- _Exercise prompt_
Search the material for the string "grid", then show every line where it turns up.

- _Dataset entries_

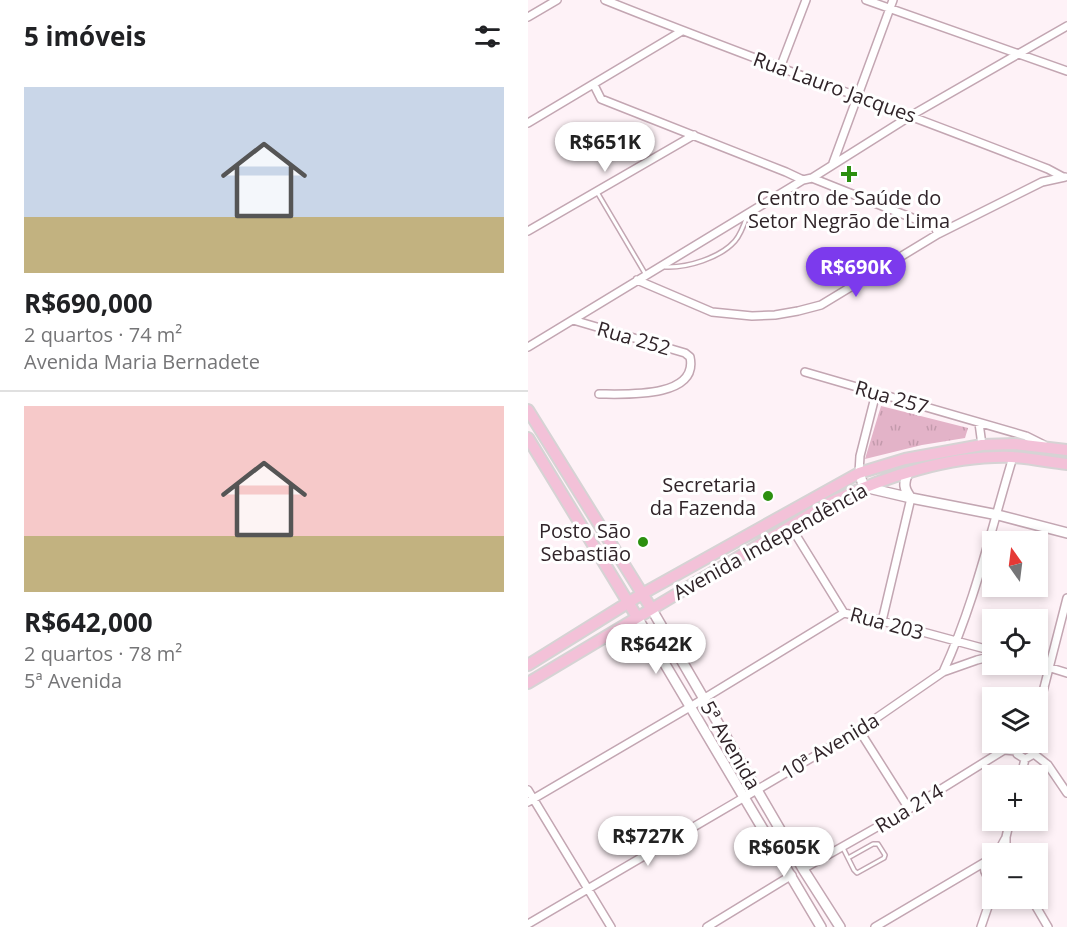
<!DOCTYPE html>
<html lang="pt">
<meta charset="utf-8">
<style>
body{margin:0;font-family:"Open Sans",sans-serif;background:#f2f2f2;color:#202124;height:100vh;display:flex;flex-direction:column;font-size:22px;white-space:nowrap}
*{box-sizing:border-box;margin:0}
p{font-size:20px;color:#757577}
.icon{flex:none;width:33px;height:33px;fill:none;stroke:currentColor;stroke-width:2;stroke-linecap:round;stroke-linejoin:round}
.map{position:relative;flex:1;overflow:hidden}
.details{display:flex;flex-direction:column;background:#fff;width:528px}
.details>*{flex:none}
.needle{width:39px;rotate:346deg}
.fabs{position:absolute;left:454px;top:531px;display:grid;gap:12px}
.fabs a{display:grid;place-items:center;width:66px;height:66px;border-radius:0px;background:#fff;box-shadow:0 3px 9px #0003;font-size:30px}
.price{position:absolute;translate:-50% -51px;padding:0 14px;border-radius:21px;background:#fff;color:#222;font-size:20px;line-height:39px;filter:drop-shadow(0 2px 3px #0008)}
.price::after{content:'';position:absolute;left:50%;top:36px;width:18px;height:14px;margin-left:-9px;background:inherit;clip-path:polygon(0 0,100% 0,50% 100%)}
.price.current{background:#7c3aed;color:#fff}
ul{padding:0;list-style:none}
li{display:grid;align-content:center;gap:12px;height:318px;padding:0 24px}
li+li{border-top:2px solid #e0e0e0}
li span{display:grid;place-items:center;height:186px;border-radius:0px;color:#555}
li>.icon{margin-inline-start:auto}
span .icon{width:108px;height:108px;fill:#fffc;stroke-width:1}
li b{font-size:26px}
h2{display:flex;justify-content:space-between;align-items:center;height:72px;padding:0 24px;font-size:26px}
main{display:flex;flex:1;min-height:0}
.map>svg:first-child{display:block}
.park{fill:url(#park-tufts)}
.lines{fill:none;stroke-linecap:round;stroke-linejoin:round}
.lane-casing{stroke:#c3a6b2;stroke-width:6}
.street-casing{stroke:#c3a6b2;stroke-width:10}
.secondary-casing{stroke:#c3a6b2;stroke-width:12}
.primary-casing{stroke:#d6d3d4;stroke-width:14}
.lane{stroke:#fff;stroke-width:3}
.street{stroke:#fff;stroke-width:7}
.secondary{stroke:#fff;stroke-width:9}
.primary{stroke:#f3c1d8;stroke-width:10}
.poi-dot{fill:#2c900f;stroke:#fff;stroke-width:2}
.labels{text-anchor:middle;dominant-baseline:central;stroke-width:6;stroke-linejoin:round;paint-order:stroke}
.street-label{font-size:20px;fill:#302429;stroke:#fff}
.poi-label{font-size:20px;fill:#302429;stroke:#fff;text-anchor:end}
</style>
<main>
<section class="details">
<h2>5 imóveis<svg class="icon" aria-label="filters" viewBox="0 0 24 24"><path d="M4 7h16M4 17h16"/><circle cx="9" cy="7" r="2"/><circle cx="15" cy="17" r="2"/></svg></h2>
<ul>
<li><span style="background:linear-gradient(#c9d6e8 70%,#c2b280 0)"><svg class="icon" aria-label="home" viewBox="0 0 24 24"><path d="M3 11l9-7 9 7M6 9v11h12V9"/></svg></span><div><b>R$690,000</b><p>2 quartos · 74 m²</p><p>Avenida Maria Bernadete</p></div></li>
<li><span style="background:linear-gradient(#f6c9c9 70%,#c2b280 0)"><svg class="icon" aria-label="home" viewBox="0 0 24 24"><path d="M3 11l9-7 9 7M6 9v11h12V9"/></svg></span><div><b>R$642,000</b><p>2 quartos · 78 m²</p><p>5ª Avenida</p></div></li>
</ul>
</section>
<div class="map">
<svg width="539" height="927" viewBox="0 0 539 927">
<defs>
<pattern id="park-tufts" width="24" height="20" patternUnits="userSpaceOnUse" patternTransform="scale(1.5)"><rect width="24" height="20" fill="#e3b3c8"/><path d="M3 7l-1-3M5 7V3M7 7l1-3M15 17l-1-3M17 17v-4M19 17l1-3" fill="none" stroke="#c39aac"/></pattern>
</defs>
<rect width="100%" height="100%" fill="#fef2f7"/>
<path class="park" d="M353,406L440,428L437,438L394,445L337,459Z"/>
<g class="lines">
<g class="lane-casing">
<path id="lane" d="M69,192L118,275
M137,267C159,268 192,258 207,241C213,234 216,225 219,216
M315,848L326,870L329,873L356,858L357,855L350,844H345L320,858"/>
</g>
<g class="street-casing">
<path id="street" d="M77,0C224,59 373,111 520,169L535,177
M338,0L539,71
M0,17L29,0
M252,68L278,0
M66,85L73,99L258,172L275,180
M0,123L154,31
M305,163L365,0
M284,178L407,227L410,234
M0,231L166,135
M109,280L184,312L224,316L247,315L270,311L293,305L410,234L514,182L537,177
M45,320L157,353L162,357C171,399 95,394 71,394
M0,347L275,180L284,178L384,115L539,26
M277,372L498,436L516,445
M451,423L454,445
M331,473L332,456L348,393
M263,527L316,613L354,621L465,651
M354,621L383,498
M510,664L539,673
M415,672C447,603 463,529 485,457
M510,711L539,598
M331,730L381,809
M490,742L488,748L489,754L497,759L506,754L507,748L505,742
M506,754L520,765L539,793
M493,776L497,759
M0,790L83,927
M0,802L162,707L316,613
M469,854L477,839
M478,854V837L482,820
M465,856L457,862C455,870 457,876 465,880
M275,869L381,809L476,750L488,751
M459,876L461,898
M503,898L520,927
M0,924L331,730L415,672L449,660L465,656
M179,927L264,875
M347,927L457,862
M453,927L465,892"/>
</g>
<g class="secondary-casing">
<path id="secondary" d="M331,473L336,487L383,498L470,515L539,533
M380,473C375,484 376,489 383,498
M123,608L275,869L312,927
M109,617L293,927"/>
</g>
<g class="primary-casing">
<path id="primary" d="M0,410L123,608
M0,438L109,617
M0,665L114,594L331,473L377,459L454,445L487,444L539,450
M0,683L301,503C356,477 423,455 484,457C502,458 521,462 539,464"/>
</g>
<use href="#lane" class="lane"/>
<use href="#street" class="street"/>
<use href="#secondary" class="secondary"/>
<use href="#primary" class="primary"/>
</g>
<g class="poi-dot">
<path d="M318 165h6v6h6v6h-6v6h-6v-6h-6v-6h6z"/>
<circle cx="240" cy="496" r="6"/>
<circle cx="115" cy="542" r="6"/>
</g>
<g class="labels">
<g class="street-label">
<text transform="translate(307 87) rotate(20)">Rua Lauro Jacques</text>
<text transform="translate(106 338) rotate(16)">Rua 252</text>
<text transform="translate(364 397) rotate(16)">Rua 257</text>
<text transform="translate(242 541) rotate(-29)">Avenida Independência</text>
<text transform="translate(359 623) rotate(15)">Rua 203</text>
<text transform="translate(203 745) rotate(60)">5ª Avenida</text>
<text transform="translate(302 746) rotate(-31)">10ª Avenida</text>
<text transform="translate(381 808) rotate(-31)">Rua 214</text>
</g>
<g class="poi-label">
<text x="321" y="197" text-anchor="middle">Centro de Saúde do<tspan x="321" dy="23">Setor Negrão de Lima</tspan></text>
<text x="228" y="484">Secretaria<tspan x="228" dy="23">da Fazenda</tspan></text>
<text x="103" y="530">Posto São<tspan x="103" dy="23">Sebastião</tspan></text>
</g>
</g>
</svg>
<div class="fabs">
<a><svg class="needle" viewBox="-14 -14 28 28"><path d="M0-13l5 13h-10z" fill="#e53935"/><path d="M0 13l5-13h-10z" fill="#757577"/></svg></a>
<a><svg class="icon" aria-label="locate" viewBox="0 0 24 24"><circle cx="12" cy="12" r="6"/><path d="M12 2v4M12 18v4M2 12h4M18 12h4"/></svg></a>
<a><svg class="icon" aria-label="layers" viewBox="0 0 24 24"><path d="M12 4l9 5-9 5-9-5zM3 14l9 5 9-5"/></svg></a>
<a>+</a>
<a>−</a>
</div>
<b class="price" style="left:77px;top:173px">R$651K</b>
<b class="price current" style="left:328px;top:298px">R$690K</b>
<b class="price" style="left:128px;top:675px">R$642K</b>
<b class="price" style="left:120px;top:867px">R$727K</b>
<b class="price" style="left:256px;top:878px">R$605K</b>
</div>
</main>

- _Solution to the problem_
.fabs{position:absolute;left:454px;top:531px;display:grid;gap:12px}
.fabs a{display:grid;place-items:center;width:66px;height:66px;border-radius:0px;background:#fff;box-shadow:0 3px 9px #0003;font-size:30px}
li{display:grid;align-content:center;gap:12px;height:318px;padding:0 24px}
li span{display:grid;place-items:center;height:186px;border-radius:0px;color:#555}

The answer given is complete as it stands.